La compra de Whatsapp por parte de Facebook, a la que aludí en el anterior artículo, me llevan a pensar en múltiples preguntas sin malicia que hacen algunos amigos míos de vez en cuando: “Hoy en día es imposible hacer oración”; “¿qué joven puede aguantar ahora más de 10 minutos sentado en el banco de una iglesia?”; “¿quién es capaz de irse de retiro espiritual una semana?”…
Por raro que parezca, a menudo establezco una conexión entre esa predominancia de las redes sociales (Whatsapp, Facebook, Instagram, etc.) y la tendencia actual a considerar imposible cultivar una vida interior sólida y cristiana.
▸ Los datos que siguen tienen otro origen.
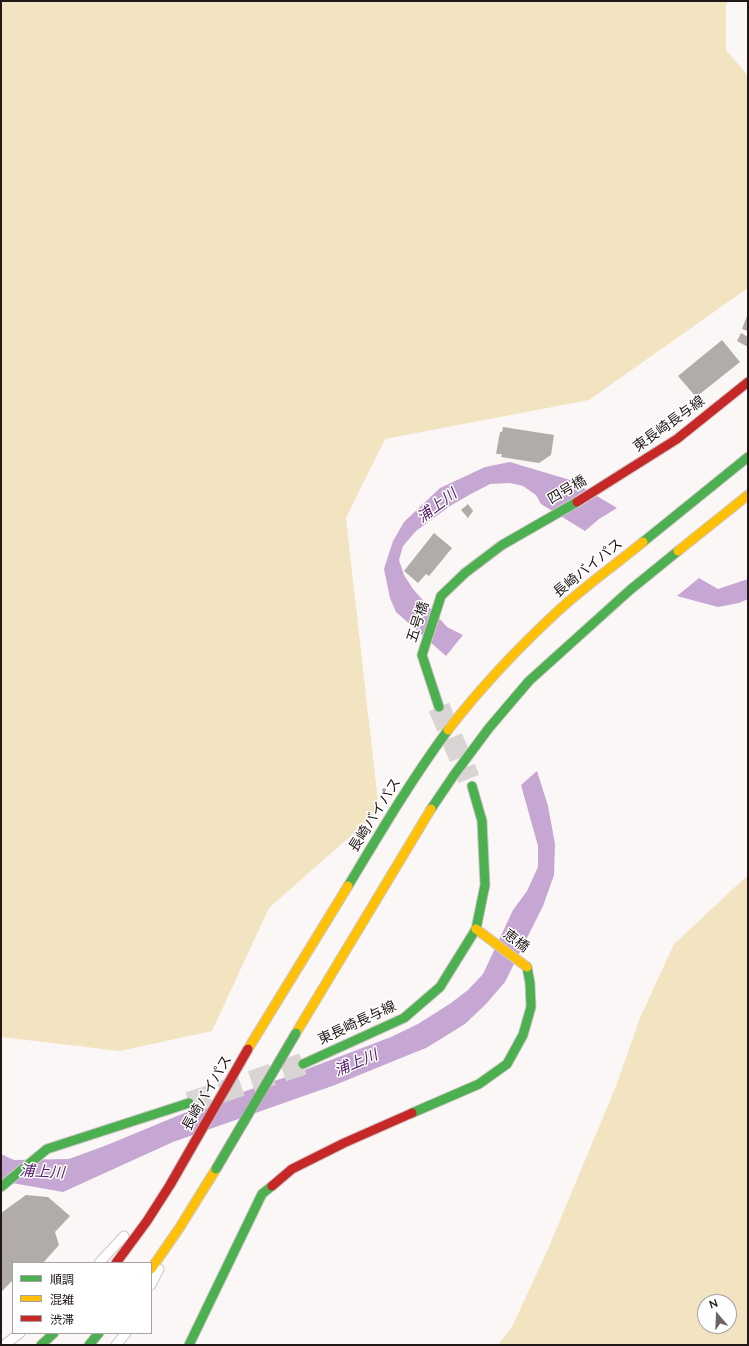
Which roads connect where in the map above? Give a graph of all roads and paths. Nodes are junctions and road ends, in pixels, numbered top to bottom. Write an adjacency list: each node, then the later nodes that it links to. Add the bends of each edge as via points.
1 (748, 382): 3 (main road, 東長崎長与線, via 677,439)
2 (748, 457): 11 (main road, 長崎バイパス, bridge, via 559,610 507,660 467,705 417,775 248,1049)
3 (605, 485): 5 (main road, 四号橋, via 502,545 465,573)
4 (748, 495): 13 (main road, bridge, via 582,632 529,681 489,728 421,825)
5 (441, 596): 6 (main road, 五号橋, via 422,655)
6 (439, 707)
7 (472, 786): 8 (main road, 東長崎長与線, via 482,821 485,885)
8 (476, 929): 9 (main road, 東長崎長与線, via 440,987 404,1018); 26 (main road, 恵橋, via 527,967 531,1007 523,1035 506,1064 479,1084 344,1143 292,1169 262,1194)
9 (303, 1064)
10 (188, 1104): 12 (main road, via 47,1149)
11 (170, 1185): 14 (lane); 15 (main road, 長崎バイパス)
12 (1, 1187)
13 (180, 1227): 16 (main road); 17 (lane)
14 (100, 1262)
15 (117, 1262)
16 (152, 1268)
17 (152, 1283)
18 (19, 1334): 22 (lane)
19 (53, 1334): 23 (main road)
20 (98, 1334): 24 (main road)
21 (125, 1334): 25 (lane)
22 (4, 1345)
23 (41, 1345)
24 (89, 1345)
25 (116, 1345)
26 (189, 1345)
Uno de los grandes interrogantes que podemos plantearnos es si los smartphones (o “teléfonos inteligentes”), que son el gran medio para acceder a las redes sociales, no estarán disminuyendo nuestra capacidad intelectual. Quizá no reduzcan propiamente tal capacidad, pero sí es probable que nos impidan ponerla a prueba y exigirle al máximo. En nuestros días, cuando un joven quiere conservar una información valiosa que acaba de ver, le toma una foto; cuando le hacen una sugerencia interesante, automáticamente la anota en su celular; cuando necesita recordar una receta, se descarga una enciclopedia de cocina. El esfuerzo de retención es menor que el que realizábamos antes, porque sabemos que Internet dispone de cualquier información que precisemos.
Por otro lado, mi limitada experiencia me permite comprobar que estar tan conectado, tener tantas aplicaciones al alcance de la mano, como expliqué el mes pasado, dificulta la concentración y la reflexión, por más que también sea necesario aceptar la aparición del “procesamiento en paralelo” (o sea, atención diversificada). Resulta casi una odisea pasar todo un día estudiando, rezando o viajando sin consultar ni una sola vez el teléfono. La tentación de revisar las redes sociales es muy suculenta.
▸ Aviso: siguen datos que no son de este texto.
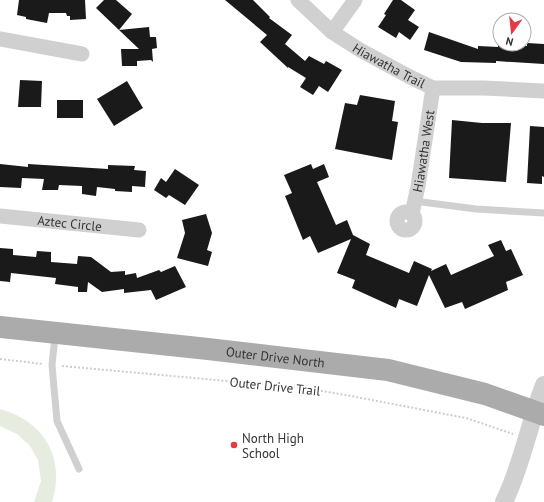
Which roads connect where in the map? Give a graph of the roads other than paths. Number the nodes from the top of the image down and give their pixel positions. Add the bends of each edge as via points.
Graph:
1 (298, 0) edge
2 (355, 0) edge
3 (332, 32) junction
4 (0, 39) edge
5 (82, 54) dead end
6 (433, 88) junction
7 (544, 91) edge
8 (413, 207) joint
9 (544, 213) edge
10 (0, 216) edge
11 (139, 230) dead end
12 (0, 328) edge
13 (55, 334) junction
14 (544, 385) edge
15 (539, 413) edge
16 (78, 469) dead end
17 (504, 502) edge

1 - 3 street, Hiawatha Trail
2 - 3 street
3 - 6 street, Hiawatha Trail via 410,78
4 - 5 street
6 - 7 street, Hiawatha Trail
6 - 8 street, Hiawatha West
8 - 9 lane
10 - 11 street, Aztec Circle
12 - 13 main road, Outer Drive North
13 - 15 main road, Outer Drive North via 388,370 479,392
13 - 16 lane via 52,365 57,421
14 - 15 street
15 - 17 street via 526,439 520,463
Es preciso replantearnos la verdadera utilidad de servicios como Internet, Whatsapp o Facebook, y lograr que adolescentes y jóvenes, el futuro de nuestra sociedad, caigan en la cuenta de que lo virtual no debe reemplazar las relaciones humanas o las consideraciones espirituales ni perturbar cuestiones decisivas como el ánimo o el sueño; de que la Red debe facilitar el diálogo y la unidad familiar, no limitarla; de que la falta de educación en temas digitales sí repercute en realidades como la personalidad y la vida interior; y, en definitiva, de que el adicto a la comunicación corre el riesgo de llegar a la incomunicación, porque vive hacia fuera descuidando lo de dentro.
Aquí, por lo tanto una sugerencia: en lugar de dejar que smartphones, redes sociales e Internet nos cieguen y nos impidan encontrar momentos de meditación e introspección, tratemos de dominarlos nosotros a ellos, con atrevimiento y sin remilgos, sometiéndolos a nuestra voluntad a base de pequeñas decisiones.